Bio: Ali Eslami is a staff research scientist at Google DeepMind working on problems related to artificial intelligence. His group's research is focused on figuring out how we can get computers to learn with less supervision. Previously he was a post-doctoral researcher at Microsoft Research Cambridge. Hi did his PhD at the University of Edinburgh, where he was a Carnegie scholar. His supervisor was Christopher Williams. During his PhD he was also a visiting researcher at Oxford University working with Andrew Zisserman. He also did an internship at Microsoft Research working with John Winn. He helped organise the PASCAL Visual Object Classes challenge from 2012 to 2015.
Talk slides: Link
Title: Learning surface generation and matching
Abstract: In this talk I will first discuss how deep networks can be used to learn parametric surface deformations for 3D object matching (3D-CODED, ECCV18) and surface generation (AtlasNet, CVPR18). I will then present more recent work exploring how these idea can be used either without basic template or to perform template discovery.

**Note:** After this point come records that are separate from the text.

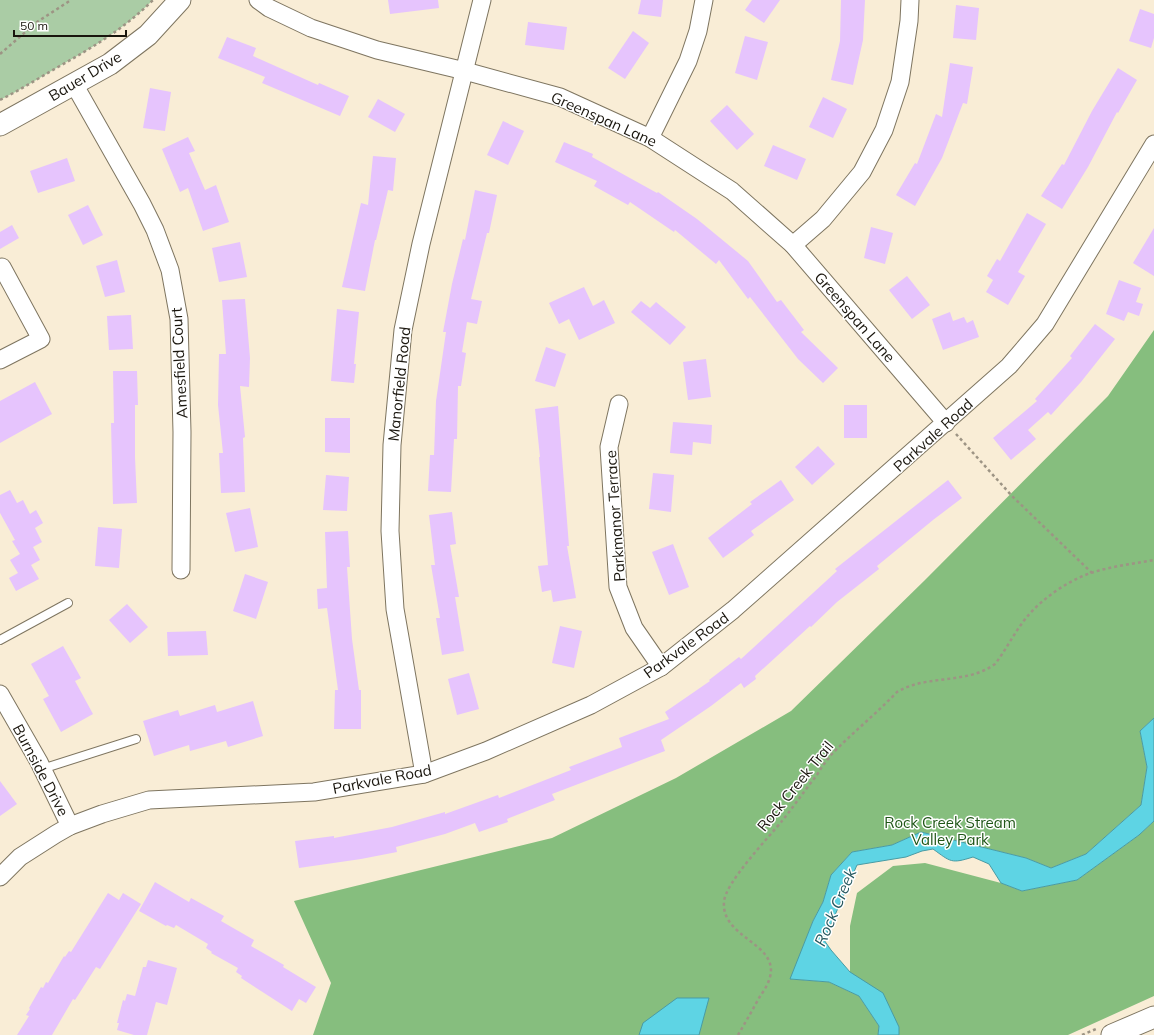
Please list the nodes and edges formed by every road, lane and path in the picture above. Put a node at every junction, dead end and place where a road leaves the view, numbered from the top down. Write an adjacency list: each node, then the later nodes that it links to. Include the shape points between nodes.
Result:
1 (71, 0): 8 (path, via 37,22)
2 (152, 0): 11 (path, via 108,37)
3 (180, 0): 10 (street, Bauer Drive, via 148,35 110,64)
4 (258, 0): 9 (street, Greenspan Lane, via 311,28 377,50)
5 (482, 0): 9 (street, Manorfield Road)
6 (704, 0): 13 (street, via 698,31 688,61)
7 (910, 0): 15 (street, via 900,82 884,130 862,172 823,219)
8 (0, 54)
9 (465, 71): 13 (street, Greenspan Lane, via 560,97); 29 (street, Manorfield Road, via 421,244 403,330 392,445 390,531 395,609)
10 (74, 84): 12 (street, Bauer Drive); 21 (street, Amesfield Court, via 142,204 170,270 179,320 182,432)
11 (0, 100)
12 (0, 125)
13 (650, 138): 15 (street, Greenspan Lane, via 732,192)
14 (1154, 144): 19 (street, Parkvale Road, via 1045,324 1009,366)
15 (793, 245): 19 (street, Greenspan Lane)
16 (2, 267): 17 (street, via 41,340)
17 (0, 360)
18 (619, 404): 25 (street, Parkmanor Terrace, via 609,447 618,587 634,628)
19 (946, 423): 22 (path, via 1012,496); 25 (street, Parkvale Road, via 734,610)
20 (1154, 560): 22 (path, Rock Creek Trail)
21 (181, 570)
22 (1092, 572): 33 (path, Rock Creek Trail, via 1059,590 1037,607 1026,618 995,664 988,669 967,676 918,683 897,692 830,756 747,863 726,893 725,913 734,928 763,951 771,968 771,976)
23 (68, 603): 24 (lane)
24 (0, 640)
25 (661, 667): 29 (street, Parkvale Road, via 591,705 486,751)
26 (0, 694): 28 (street, Burnside Drive)
27 (136, 739): 28 (lane)
28 (42, 769): 30 (street, Burnside Drive)
29 (424, 774): 30 (street, Parkvale Road, via 314,792 149,800)
30 (70, 826): 31 (street, Parkvale Road, via 20,857)
31 (0, 877)
32 (1154, 1017): 34 (street)
33 (738, 1035)
34 (1112, 1035)

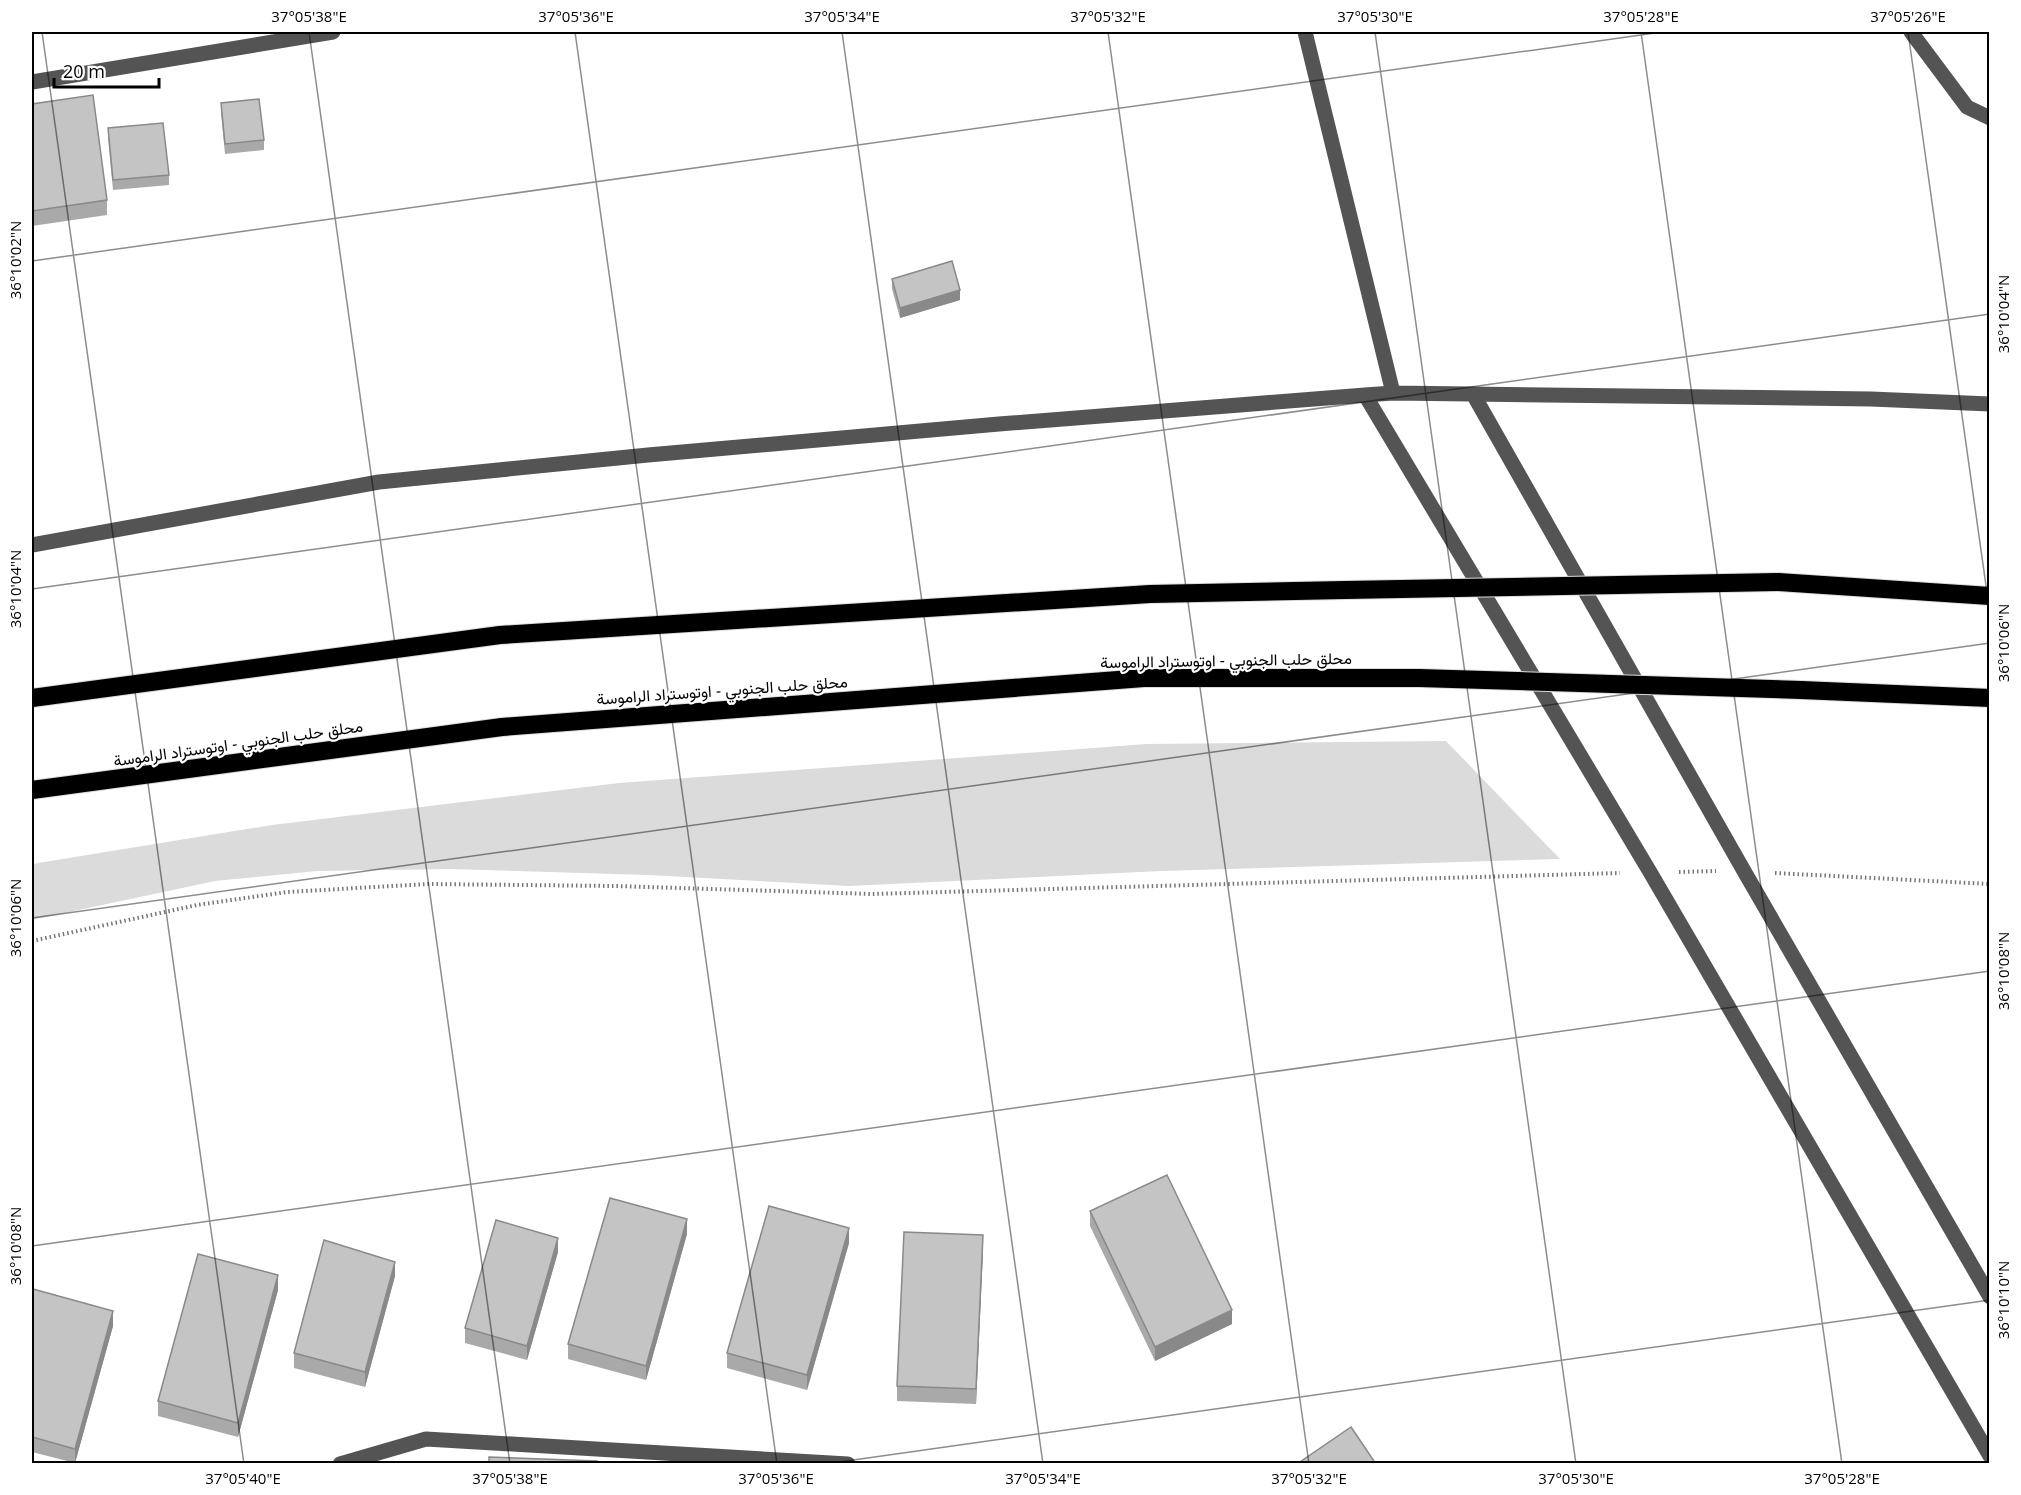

Bio: Mathieu Aubry is a researcher in Ecole des Ponts ParisTech. He obtained his PhD under the supervision of Josef Sivic (INRIA) and Daniel Cremers (TUM) from ENS in 2015, working on 3D shape representations. He then spent a year in UC Berkeley working with Alexei Efros.
Talk slides: Link
Title: Deep Generative Modeling with TensorFlow Graphics
Abstract: Despite tremendous progress in both photo-realistic generative modelling and training interpretable generative models, there is still a gap between the two. Indeed, learning photo-realistic and controllable generative models remains an open, but extremely exciting challenge. Computer graphics is a very mature field which offers a plethora of techniques allowing to generate photo-realistic environments which artists can easily modify. Interestingly, a large number of these tools and functionalities are differentiable, making them very attractive to use in deep architecture. In this talk, I will introduce TensorFlow Graphics, a new library aiming at providing differentiable computer graphics layers to stimulate research at the intersection of machine learning and computer graphics.
Bio: Julien Valentin obtained his PhD from Oxford under the supervision of Phil Torr, with a focus on real-time 3D scene understanding, machine learning, and camera pose optimization. Immediately after finishing his PhD, Julien became a founding member of perceptiveIO where he focused on high-speed depth estimation and generative model fitting. He is now continuing his research as a Research Scientist at Google.